A toutes fins utiles il sera précisé que la [12] au vu du compte rendu opératoire de novembre 2024 déclare ne pas être opposé à reinstruire le dossier néanmoins sur la base d’une nouvelle demande avec une date de 1ère constatation médicale différente.Néanmoins le tribunal saisi de la problématique de la demande présentée ne peut se dispenser de statuer au motif qu’une nouvelle demande pourrait être déposée.

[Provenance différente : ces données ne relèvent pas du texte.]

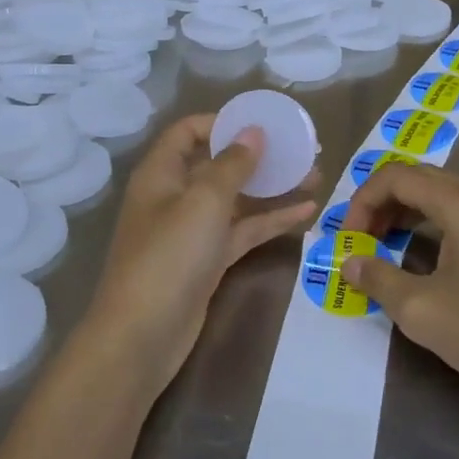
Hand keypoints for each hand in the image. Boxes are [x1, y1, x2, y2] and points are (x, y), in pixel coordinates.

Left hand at [84, 113, 317, 392]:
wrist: (142, 336)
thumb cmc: (169, 256)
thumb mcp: (203, 202)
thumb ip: (232, 164)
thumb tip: (253, 132)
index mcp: (161, 173)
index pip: (188, 132)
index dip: (222, 123)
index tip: (262, 123)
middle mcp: (174, 196)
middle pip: (218, 164)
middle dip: (258, 156)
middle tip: (301, 149)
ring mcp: (192, 231)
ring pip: (236, 199)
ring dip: (272, 187)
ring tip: (316, 175)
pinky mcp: (207, 261)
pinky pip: (242, 231)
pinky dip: (270, 221)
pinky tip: (307, 212)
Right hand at [338, 163, 458, 407]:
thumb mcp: (420, 310)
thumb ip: (377, 279)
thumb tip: (349, 262)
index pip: (396, 176)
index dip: (362, 201)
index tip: (349, 239)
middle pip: (420, 179)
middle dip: (383, 205)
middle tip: (363, 242)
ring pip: (445, 195)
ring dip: (409, 213)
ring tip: (388, 248)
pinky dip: (436, 223)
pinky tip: (430, 259)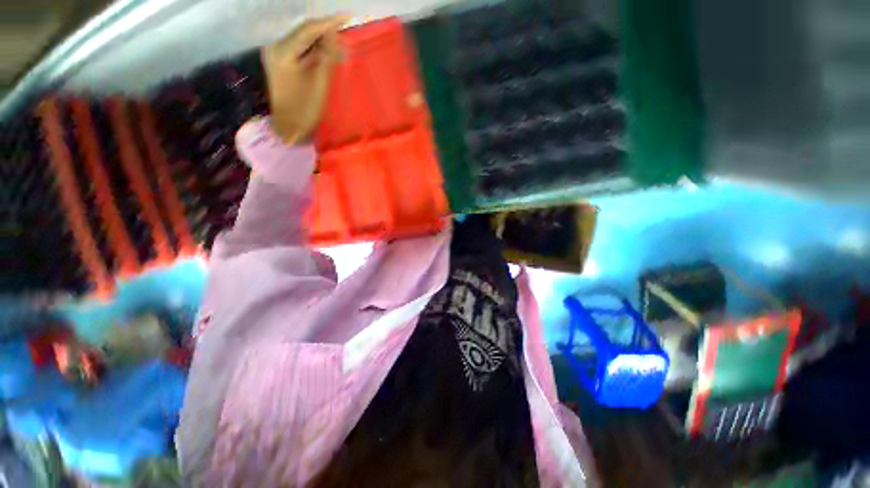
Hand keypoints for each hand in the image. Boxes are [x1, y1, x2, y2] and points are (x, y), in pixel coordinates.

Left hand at [263, 15, 349, 143]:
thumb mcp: (319, 82)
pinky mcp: (281, 62)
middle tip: (345, 26)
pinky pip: (300, 49)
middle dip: (325, 29)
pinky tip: (326, 49)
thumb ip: (326, 56)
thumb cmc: (304, 108)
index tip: (347, 16)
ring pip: (302, 39)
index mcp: (282, 52)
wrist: (288, 127)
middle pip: (303, 31)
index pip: (308, 29)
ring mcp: (276, 55)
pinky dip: (314, 48)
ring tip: (339, 37)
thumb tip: (334, 34)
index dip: (328, 22)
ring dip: (320, 38)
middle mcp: (275, 47)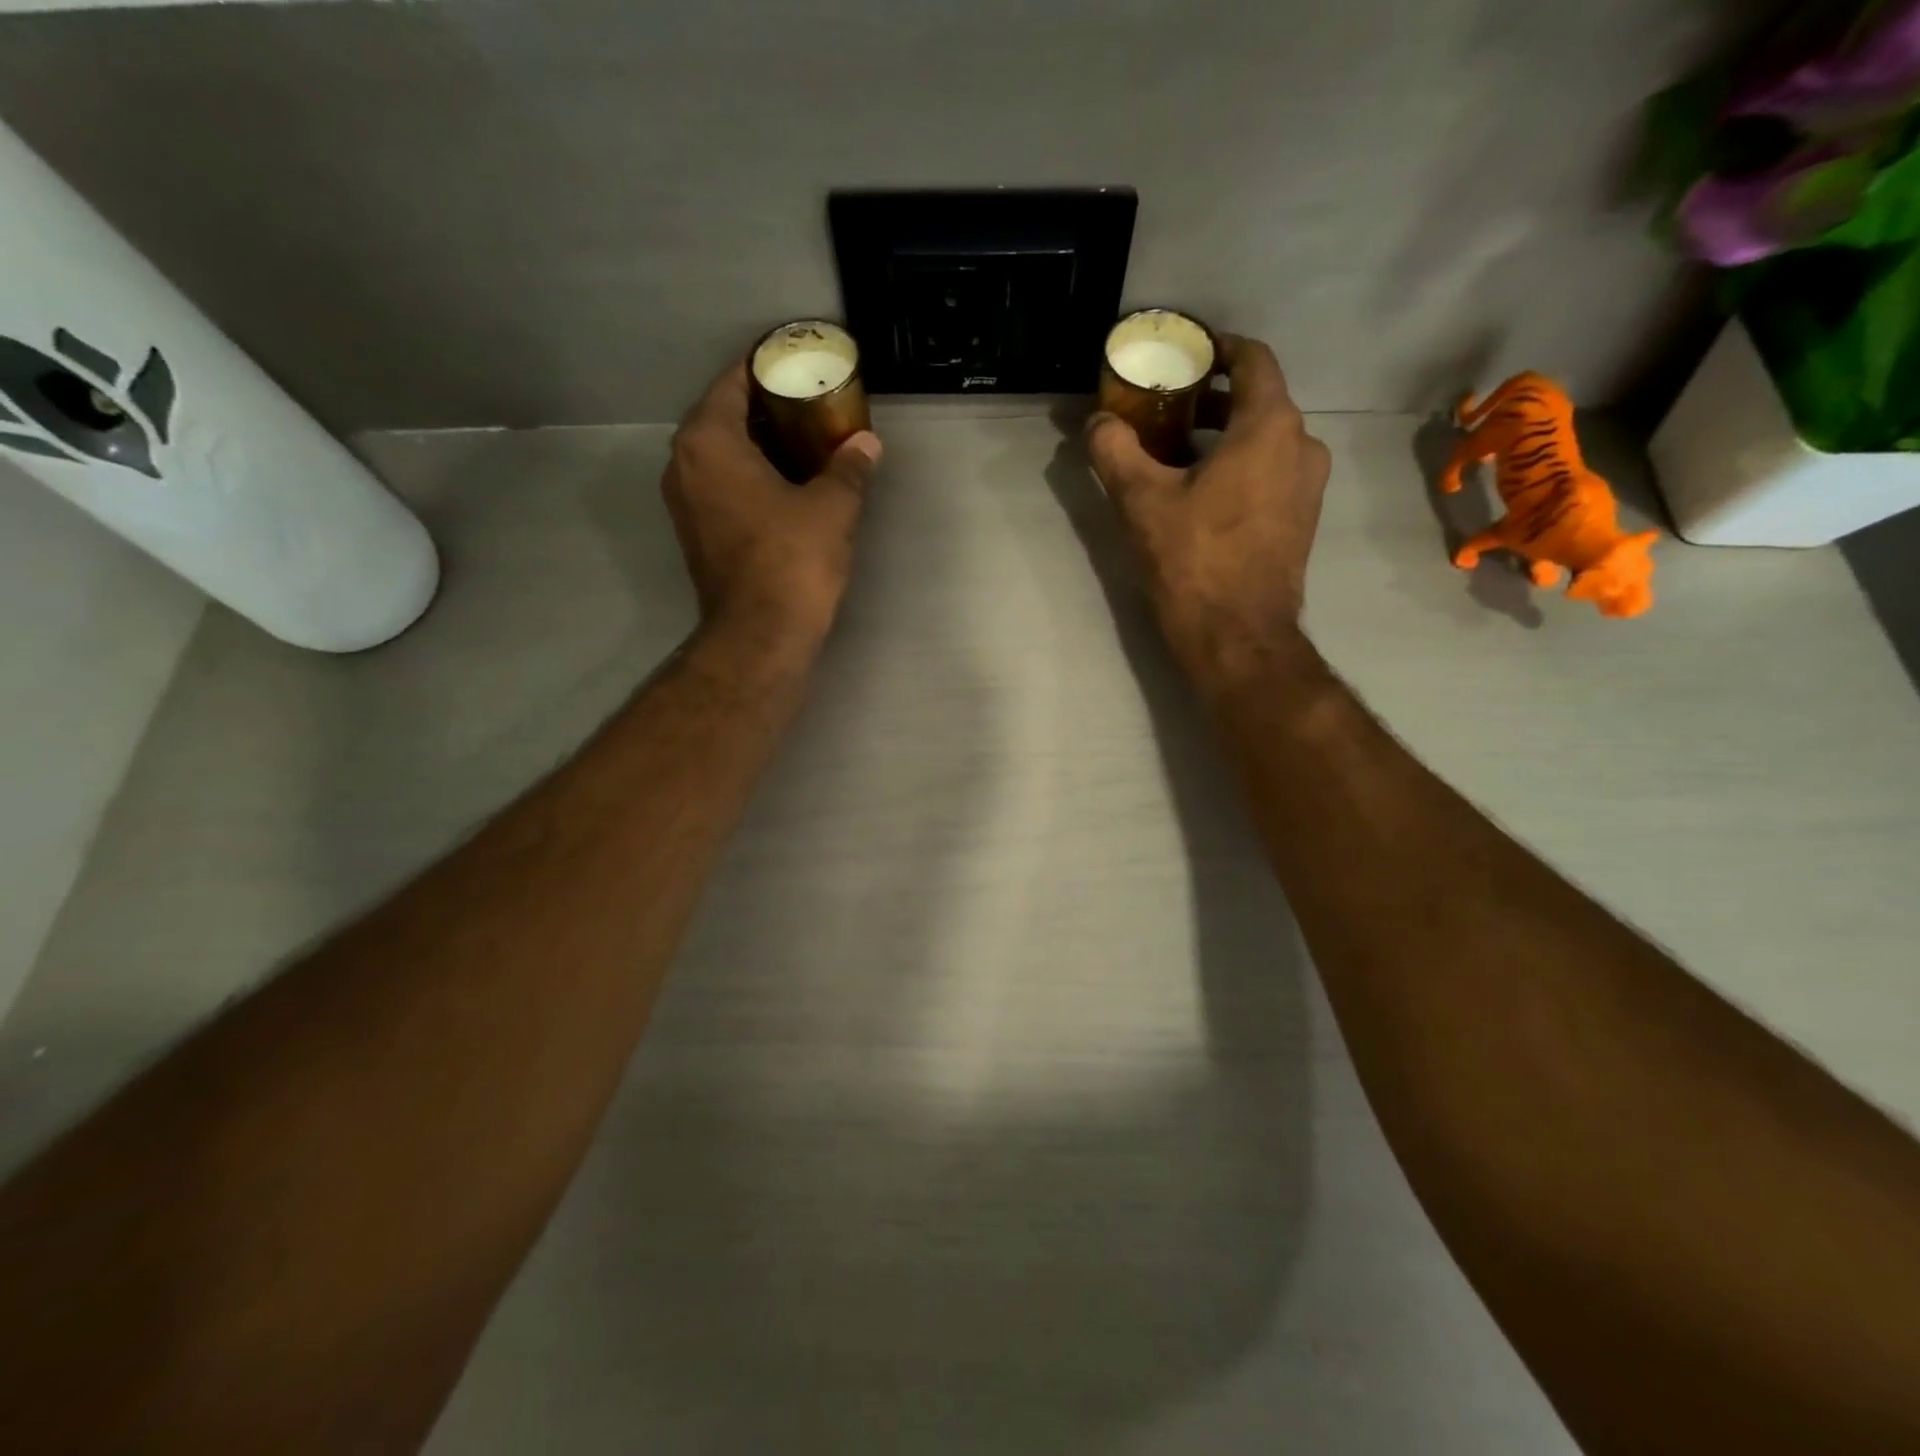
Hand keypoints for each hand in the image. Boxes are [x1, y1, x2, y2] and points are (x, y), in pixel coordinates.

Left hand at [663, 363, 881, 649]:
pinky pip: (720, 485)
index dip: (765, 368)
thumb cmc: (792, 561)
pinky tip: (785, 483)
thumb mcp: (832, 507)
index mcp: (709, 441)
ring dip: (756, 444)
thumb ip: (848, 468)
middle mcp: (684, 464)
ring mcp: (684, 503)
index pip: (732, 382)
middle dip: (764, 407)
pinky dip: (747, 475)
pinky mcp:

Il y a lieu de réserver les dépens.
PAR CES MOTIFS
Le Tribunal, statuant publiquement, par jugement contradictoire et prononcé par mise à disposition au greffe,
AVANT DIRE DROIT
ORDONNE une expertise médicale judiciaire,
NOMME pour y procéder le docteur [H] [P] [Adresse 4] avec mission de :
1) Se faire communiquer l’entier dossier médical de Mme [X] [G] détenu par l’assurée elle-même, la [10] et/ou son service médical et convoquer les parties ;
2) Examiner Mme [X] [G] et/ou le dossier médical de l’assurée;
3) Se prononcer sur l’existence d’une « rupture partielle ou transfixiante de la coiffe des rotateurs » ,à la date de la demande .
4) Faire toutes observations utiles.
DIT que l’expert pourra demander à s’adjoindre tout sapiteur de son choix à charge pour lui d’en former la demande au magistrat en charge de l’expertise, en précisant le coût prévisible des honoraires du sapiteur,
DIT que l’expert devra communiquer un pré-rapport d’expertise médicale aux parties en leur impartissant un délai raisonnable qui ne sera pas inférieur à 4 semaines pour la production de leurs dires écrits auxquels il devra répondre dans son rapport définitif,
DIT que l’expert sera saisi et effectuera sa mission conformément aux dispositions des articles 263 et suivants du code de procédure civile et qu’il déposera son rapport en 4 exemplaires sous format au greffe du Pôle Social du tribunal judiciaire de Lille, [Adresse 2],
RAPPELLE que les frais de l’expertise seront aux frais de la [8]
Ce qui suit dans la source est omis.